**WHAT THE TASK ASKS:** What follows is a set of entries. Give them again exactly, without the pictures.

[Stored items]
== Segment start ==

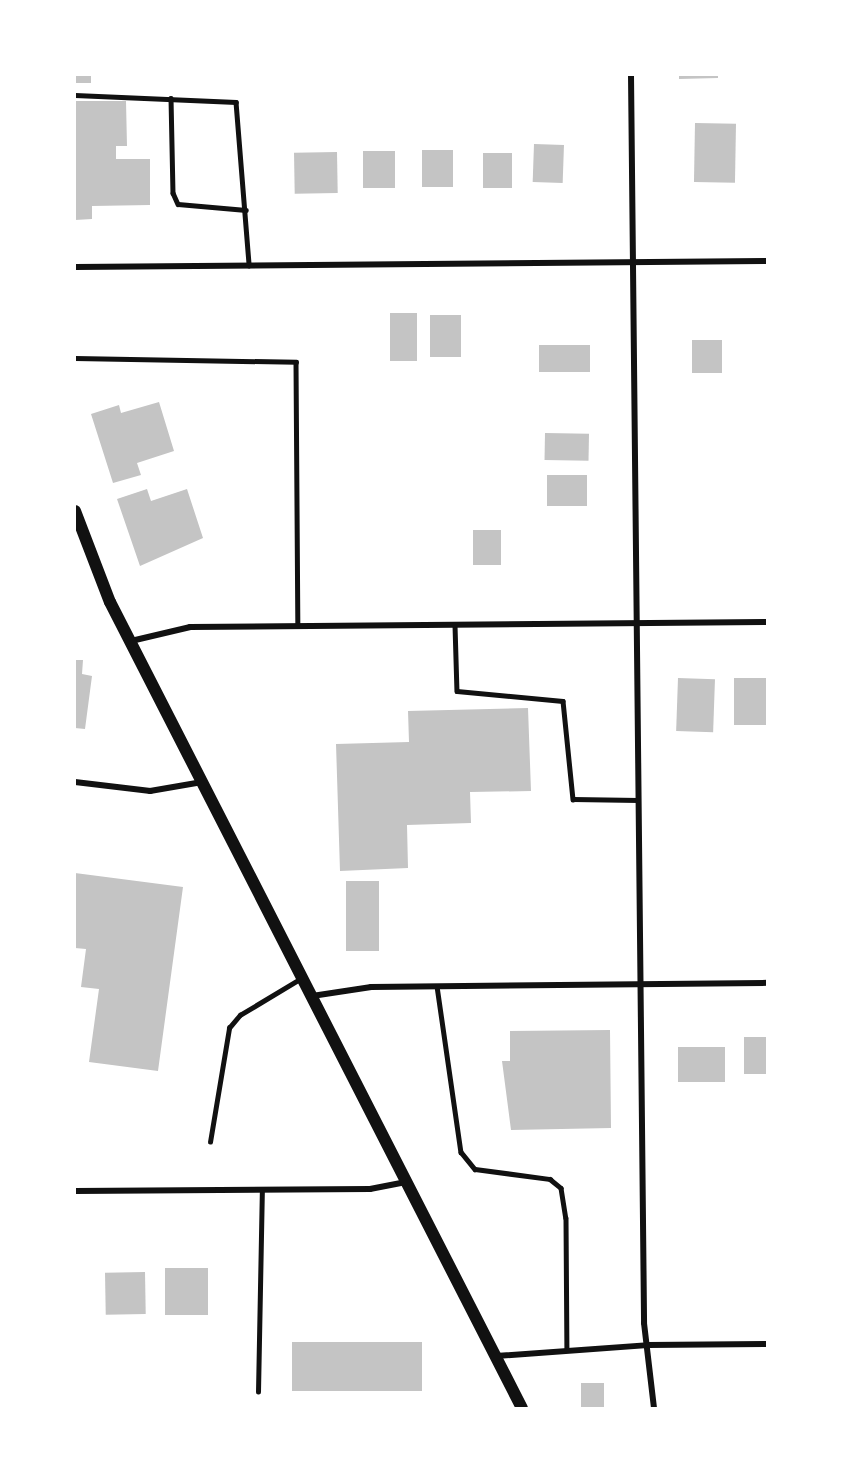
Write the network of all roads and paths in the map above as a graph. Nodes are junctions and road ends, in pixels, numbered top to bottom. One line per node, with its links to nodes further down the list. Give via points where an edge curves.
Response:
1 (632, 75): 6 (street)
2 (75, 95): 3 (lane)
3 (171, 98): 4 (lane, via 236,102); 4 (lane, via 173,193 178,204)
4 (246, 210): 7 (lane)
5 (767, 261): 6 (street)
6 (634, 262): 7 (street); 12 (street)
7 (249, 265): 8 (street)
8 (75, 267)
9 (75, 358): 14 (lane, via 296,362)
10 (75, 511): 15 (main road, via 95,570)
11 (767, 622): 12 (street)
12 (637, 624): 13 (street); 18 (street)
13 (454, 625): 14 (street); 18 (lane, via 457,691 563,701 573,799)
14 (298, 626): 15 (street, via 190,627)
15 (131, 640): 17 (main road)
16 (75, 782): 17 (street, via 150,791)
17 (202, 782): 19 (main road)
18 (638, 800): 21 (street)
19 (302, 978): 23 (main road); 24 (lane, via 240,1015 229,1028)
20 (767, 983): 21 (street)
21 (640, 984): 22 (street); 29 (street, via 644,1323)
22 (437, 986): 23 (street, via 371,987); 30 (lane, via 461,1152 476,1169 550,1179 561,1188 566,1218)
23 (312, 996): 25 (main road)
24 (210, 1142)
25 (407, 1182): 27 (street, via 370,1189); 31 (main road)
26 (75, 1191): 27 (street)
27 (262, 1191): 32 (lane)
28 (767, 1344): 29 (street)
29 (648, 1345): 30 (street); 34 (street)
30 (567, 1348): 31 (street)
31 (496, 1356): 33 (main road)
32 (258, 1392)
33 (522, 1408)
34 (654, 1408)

== Segment end ==

**FINISHED EXERCISE:**
Write the network of all roads and paths in the map above as a graph. Nodes are junctions and road ends, in pixels, numbered top to bottom. One line per node, with its links to nodes further down the list. Give via points where an edge curves.
Response:
1 (632, 75): 6 (street)
2 (75, 95): 3 (lane)
3 (171, 98): 4 (lane, via 236,102); 4 (lane, via 173,193 178,204)
4 (246, 210): 7 (lane)
5 (767, 261): 6 (street)
6 (634, 262): 7 (street); 12 (street)
7 (249, 265): 8 (street)
8 (75, 267)
9 (75, 358): 14 (lane, via 296,362)
10 (75, 511): 15 (main road, via 95,570)
11 (767, 622): 12 (street)
12 (637, 624): 13 (street); 18 (street)
13 (454, 625): 14 (street); 18 (lane, via 457,691 563,701 573,799)
14 (298, 626): 15 (street, via 190,627)
15 (131, 640): 17 (main road)
16 (75, 782): 17 (street, via 150,791)
17 (202, 782): 19 (main road)
18 (638, 800): 21 (street)
19 (302, 978): 23 (main road); 24 (lane, via 240,1015 229,1028)
20 (767, 983): 21 (street)
21 (640, 984): 22 (street); 29 (street, via 644,1323)
22 (437, 986): 23 (street, via 371,987); 30 (lane, via 461,1152 476,1169 550,1179 561,1188 566,1218)
23 (312, 996): 25 (main road)
24 (210, 1142)
25 (407, 1182): 27 (street, via 370,1189); 31 (main road)
26 (75, 1191): 27 (street)
27 (262, 1191): 32 (lane)
28 (767, 1344): 29 (street)
29 (648, 1345): 30 (street); 34 (street)
30 (567, 1348): 31 (street)
31 (496, 1356): 33 (main road)
32 (258, 1392)
33 (522, 1408)
34 (654, 1408)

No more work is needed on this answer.